## What to work on
Please write out the whole listing that follows exactly; the pictures stay out.

## Data for analysis
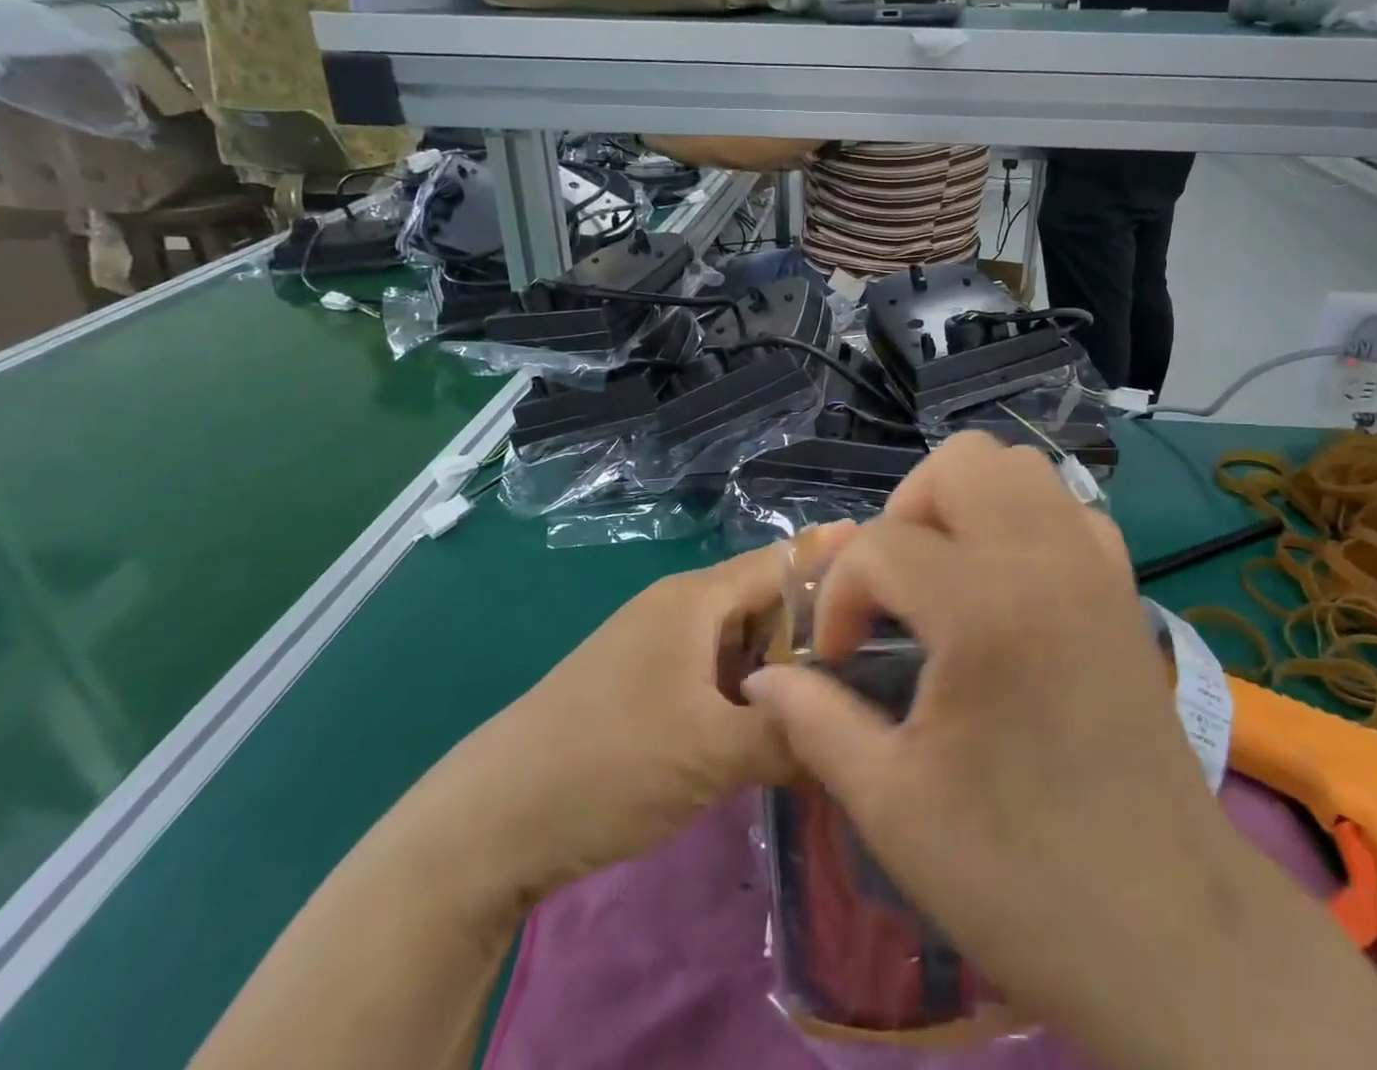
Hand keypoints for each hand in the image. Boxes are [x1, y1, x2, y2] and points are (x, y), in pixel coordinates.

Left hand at [388, 530, 847, 926]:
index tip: (886, 556)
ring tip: (840, 687)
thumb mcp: (712, 753)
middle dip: (816, 623)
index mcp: (695, 599)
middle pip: (764, 602)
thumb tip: (851, 739)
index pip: (781, 562)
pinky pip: (715, 673)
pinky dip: (750, 690)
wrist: (490, 819)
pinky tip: (777, 723)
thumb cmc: (609, 762)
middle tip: (881, 647)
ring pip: (740, 642)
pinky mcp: (643, 687)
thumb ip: (789, 737)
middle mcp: (678, 610)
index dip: (832, 558)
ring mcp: (657, 649)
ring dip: (783, 663)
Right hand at [744, 435, 1229, 1059]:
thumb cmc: (1022, 876)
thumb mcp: (892, 805)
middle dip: (905, 513)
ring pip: (1019, 468)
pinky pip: (1063, 507)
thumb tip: (760, 680)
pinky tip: (1002, 590)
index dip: (840, 597)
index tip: (838, 661)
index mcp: (986, 607)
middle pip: (960, 463)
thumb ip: (814, 722)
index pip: (881, 545)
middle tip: (892, 591)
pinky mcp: (1124, 586)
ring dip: (963, 506)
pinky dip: (1019, 521)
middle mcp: (1048, 559)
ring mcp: (1096, 565)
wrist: (1171, 932)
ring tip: (941, 580)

## Answer box
Hand keypoints for each hand in the image. Boxes are [x1, y1, x2, y2] and points are (x, y), in pixel coordinates.

Left hand at [388, 530, 847, 926]:
index tip: (886, 556)
ring tip: (840, 687)
thumb mcp: (712, 753)
middle dip: (816, 623)
index mcp: (695, 599)
middle pip: (764, 602)
thumb tip: (851, 739)
index pip: (781, 562)
pinky pip: (715, 673)
pinky dip: (750, 690)
wrist: (490, 819)
pinky tip: (777, 723)
thumb cmc: (609, 762)
middle tip: (881, 647)
ring pip: (740, 642)
pinky mcp: (643, 687)
thumb ip: (789, 737)
middle mcp: (678, 610)
index dip: (832, 558)
ring mcp: (657, 649)
ring dip: (783, 663)
Right hand at [744, 435, 1229, 1059]:
thumb cmc: (1022, 876)
thumb mcp: (892, 805)
middle dip: (905, 513)
ring pip: (1019, 468)
pinky pip: (1063, 507)
thumb tip: (760, 680)
pinky tip: (1002, 590)
index dip: (840, 597)
index tip: (838, 661)
index mcp: (986, 607)
middle pip: (960, 463)
thumb ip: (814, 722)
index pip: (881, 545)
middle tip: (892, 591)
pinky mcp: (1124, 586)
ring dip: (963, 506)
pinky dip: (1019, 521)
middle mcp: (1048, 559)
ring mcp: (1096, 565)
wrist: (1171, 932)
ring tip: (941, 580)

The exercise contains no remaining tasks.